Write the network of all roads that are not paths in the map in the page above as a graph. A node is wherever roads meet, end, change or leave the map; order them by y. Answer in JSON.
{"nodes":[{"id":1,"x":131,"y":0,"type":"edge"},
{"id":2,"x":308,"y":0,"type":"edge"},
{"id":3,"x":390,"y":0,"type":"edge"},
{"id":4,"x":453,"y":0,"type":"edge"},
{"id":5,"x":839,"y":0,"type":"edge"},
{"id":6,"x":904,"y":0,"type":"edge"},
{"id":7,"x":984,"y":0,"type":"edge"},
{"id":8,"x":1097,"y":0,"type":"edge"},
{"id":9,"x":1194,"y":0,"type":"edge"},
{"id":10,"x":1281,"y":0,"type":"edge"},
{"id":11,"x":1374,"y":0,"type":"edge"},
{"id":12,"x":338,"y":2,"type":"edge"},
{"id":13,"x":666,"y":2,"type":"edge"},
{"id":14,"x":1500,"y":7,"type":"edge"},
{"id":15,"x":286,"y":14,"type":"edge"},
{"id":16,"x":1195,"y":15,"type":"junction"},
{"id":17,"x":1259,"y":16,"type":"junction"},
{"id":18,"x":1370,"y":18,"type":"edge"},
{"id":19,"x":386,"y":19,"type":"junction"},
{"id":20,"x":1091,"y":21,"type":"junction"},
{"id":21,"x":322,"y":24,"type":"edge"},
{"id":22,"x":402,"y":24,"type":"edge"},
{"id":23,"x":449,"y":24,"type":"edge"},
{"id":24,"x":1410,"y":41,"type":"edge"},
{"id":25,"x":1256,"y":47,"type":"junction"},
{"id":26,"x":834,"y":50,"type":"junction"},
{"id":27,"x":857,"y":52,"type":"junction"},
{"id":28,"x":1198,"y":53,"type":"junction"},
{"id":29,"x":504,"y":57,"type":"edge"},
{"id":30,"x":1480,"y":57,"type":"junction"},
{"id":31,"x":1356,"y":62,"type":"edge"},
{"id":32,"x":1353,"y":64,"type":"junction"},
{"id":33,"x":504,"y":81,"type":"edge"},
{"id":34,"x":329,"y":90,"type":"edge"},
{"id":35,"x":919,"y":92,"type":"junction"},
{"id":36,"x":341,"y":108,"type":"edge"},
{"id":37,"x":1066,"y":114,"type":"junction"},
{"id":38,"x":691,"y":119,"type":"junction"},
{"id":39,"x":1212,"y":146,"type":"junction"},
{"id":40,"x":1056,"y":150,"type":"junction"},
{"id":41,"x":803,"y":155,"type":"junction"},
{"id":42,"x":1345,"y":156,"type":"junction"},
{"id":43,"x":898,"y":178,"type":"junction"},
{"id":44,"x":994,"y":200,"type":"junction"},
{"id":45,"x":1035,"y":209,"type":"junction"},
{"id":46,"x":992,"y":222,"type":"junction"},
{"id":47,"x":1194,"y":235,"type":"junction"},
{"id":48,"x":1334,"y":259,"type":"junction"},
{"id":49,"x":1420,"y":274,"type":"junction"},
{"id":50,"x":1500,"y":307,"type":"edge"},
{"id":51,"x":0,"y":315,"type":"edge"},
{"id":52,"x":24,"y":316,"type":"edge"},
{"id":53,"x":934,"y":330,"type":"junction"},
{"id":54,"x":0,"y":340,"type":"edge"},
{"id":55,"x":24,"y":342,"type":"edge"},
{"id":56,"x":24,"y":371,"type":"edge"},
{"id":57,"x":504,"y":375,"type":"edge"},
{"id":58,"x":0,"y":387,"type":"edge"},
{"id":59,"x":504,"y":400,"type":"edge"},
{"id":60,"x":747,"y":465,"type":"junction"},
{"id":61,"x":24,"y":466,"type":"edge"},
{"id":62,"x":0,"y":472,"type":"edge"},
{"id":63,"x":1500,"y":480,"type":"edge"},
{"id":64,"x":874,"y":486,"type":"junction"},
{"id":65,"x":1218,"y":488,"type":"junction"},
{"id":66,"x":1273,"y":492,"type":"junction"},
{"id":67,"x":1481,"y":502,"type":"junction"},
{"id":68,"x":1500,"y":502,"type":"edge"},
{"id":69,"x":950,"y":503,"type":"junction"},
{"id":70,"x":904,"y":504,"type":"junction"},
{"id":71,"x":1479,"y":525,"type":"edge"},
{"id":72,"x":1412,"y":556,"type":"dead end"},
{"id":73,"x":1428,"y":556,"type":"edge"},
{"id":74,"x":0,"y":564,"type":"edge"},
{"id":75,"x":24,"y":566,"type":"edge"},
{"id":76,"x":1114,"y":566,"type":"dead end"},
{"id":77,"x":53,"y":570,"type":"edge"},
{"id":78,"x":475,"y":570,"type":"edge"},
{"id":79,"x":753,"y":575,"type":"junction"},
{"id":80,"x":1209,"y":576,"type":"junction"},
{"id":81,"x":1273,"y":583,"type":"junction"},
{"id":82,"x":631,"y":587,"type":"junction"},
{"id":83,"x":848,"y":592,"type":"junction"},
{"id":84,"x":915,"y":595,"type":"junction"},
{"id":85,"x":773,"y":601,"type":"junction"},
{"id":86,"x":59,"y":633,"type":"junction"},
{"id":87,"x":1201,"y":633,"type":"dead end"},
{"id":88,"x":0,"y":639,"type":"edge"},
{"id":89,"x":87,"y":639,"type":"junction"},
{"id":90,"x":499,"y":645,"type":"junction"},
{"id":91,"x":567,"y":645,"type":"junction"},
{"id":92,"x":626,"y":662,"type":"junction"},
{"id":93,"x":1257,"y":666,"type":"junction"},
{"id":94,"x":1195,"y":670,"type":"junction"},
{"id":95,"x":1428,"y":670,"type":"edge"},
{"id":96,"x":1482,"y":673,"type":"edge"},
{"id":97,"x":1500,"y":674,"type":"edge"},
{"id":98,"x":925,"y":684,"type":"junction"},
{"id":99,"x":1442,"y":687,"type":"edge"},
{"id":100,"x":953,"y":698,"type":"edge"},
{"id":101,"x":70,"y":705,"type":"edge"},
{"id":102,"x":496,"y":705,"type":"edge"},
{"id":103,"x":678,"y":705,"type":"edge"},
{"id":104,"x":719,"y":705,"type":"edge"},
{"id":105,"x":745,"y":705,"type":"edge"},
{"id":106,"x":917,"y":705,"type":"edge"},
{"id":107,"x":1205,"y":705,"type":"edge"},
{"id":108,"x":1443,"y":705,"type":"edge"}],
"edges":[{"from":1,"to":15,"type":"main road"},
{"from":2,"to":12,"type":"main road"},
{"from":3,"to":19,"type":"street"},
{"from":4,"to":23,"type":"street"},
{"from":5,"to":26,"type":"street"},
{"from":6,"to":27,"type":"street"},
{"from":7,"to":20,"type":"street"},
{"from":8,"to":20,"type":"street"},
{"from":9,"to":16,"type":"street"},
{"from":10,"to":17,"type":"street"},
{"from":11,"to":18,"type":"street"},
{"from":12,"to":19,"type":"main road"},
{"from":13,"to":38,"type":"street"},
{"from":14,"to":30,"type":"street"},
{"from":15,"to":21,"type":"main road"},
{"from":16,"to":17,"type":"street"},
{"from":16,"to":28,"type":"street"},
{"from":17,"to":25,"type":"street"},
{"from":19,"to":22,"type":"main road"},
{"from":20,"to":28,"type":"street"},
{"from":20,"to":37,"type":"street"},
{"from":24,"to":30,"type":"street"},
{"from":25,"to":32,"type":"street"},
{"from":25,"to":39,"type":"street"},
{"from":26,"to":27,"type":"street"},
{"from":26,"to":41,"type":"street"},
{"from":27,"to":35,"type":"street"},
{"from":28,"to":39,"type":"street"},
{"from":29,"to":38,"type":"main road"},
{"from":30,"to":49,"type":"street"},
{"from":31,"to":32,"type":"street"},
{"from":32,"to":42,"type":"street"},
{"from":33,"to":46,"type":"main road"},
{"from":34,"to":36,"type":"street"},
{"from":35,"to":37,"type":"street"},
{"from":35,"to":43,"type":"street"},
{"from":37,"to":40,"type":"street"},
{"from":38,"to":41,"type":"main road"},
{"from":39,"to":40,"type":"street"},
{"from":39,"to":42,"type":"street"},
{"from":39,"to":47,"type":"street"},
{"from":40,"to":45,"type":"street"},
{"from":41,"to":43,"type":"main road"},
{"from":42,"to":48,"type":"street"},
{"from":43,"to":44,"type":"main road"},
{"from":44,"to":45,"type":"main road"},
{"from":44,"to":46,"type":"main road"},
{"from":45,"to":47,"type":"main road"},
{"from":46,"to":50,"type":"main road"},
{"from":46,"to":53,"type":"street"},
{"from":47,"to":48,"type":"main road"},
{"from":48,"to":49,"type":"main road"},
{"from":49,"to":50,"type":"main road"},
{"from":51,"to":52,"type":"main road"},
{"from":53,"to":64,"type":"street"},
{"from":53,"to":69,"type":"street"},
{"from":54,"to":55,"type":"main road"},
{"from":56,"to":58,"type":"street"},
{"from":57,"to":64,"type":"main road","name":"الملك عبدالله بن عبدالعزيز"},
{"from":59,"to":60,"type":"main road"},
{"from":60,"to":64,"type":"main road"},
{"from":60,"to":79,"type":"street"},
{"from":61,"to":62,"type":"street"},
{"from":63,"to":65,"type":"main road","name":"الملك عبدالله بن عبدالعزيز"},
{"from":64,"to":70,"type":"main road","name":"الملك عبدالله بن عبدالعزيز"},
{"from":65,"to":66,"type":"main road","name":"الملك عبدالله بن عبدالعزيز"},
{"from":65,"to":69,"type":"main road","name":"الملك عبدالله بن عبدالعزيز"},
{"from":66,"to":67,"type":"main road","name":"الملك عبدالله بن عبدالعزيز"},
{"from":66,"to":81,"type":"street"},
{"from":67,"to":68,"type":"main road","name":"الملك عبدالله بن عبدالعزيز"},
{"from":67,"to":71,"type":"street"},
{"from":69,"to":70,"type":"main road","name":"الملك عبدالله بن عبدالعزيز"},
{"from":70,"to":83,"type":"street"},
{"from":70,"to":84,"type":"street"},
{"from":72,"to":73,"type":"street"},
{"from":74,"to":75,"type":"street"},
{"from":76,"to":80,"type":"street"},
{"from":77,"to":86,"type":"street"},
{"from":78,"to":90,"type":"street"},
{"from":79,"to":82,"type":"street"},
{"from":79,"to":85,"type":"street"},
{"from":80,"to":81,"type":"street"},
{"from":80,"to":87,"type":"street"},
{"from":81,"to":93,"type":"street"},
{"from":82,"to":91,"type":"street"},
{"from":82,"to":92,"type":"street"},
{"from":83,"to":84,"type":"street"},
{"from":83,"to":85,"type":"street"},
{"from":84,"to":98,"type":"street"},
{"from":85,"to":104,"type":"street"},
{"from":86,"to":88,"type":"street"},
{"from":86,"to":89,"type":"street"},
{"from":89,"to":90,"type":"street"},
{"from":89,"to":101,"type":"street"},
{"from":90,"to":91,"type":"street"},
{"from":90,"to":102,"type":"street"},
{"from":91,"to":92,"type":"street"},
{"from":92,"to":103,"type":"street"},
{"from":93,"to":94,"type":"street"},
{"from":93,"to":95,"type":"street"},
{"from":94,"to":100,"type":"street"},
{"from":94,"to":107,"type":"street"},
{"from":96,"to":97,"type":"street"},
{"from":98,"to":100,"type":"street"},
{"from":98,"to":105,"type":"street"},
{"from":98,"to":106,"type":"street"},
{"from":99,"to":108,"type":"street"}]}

==========

_Work order_
Among the records, how many lines include the string "عبدالله"? State the number and add nothing.

_Response_
8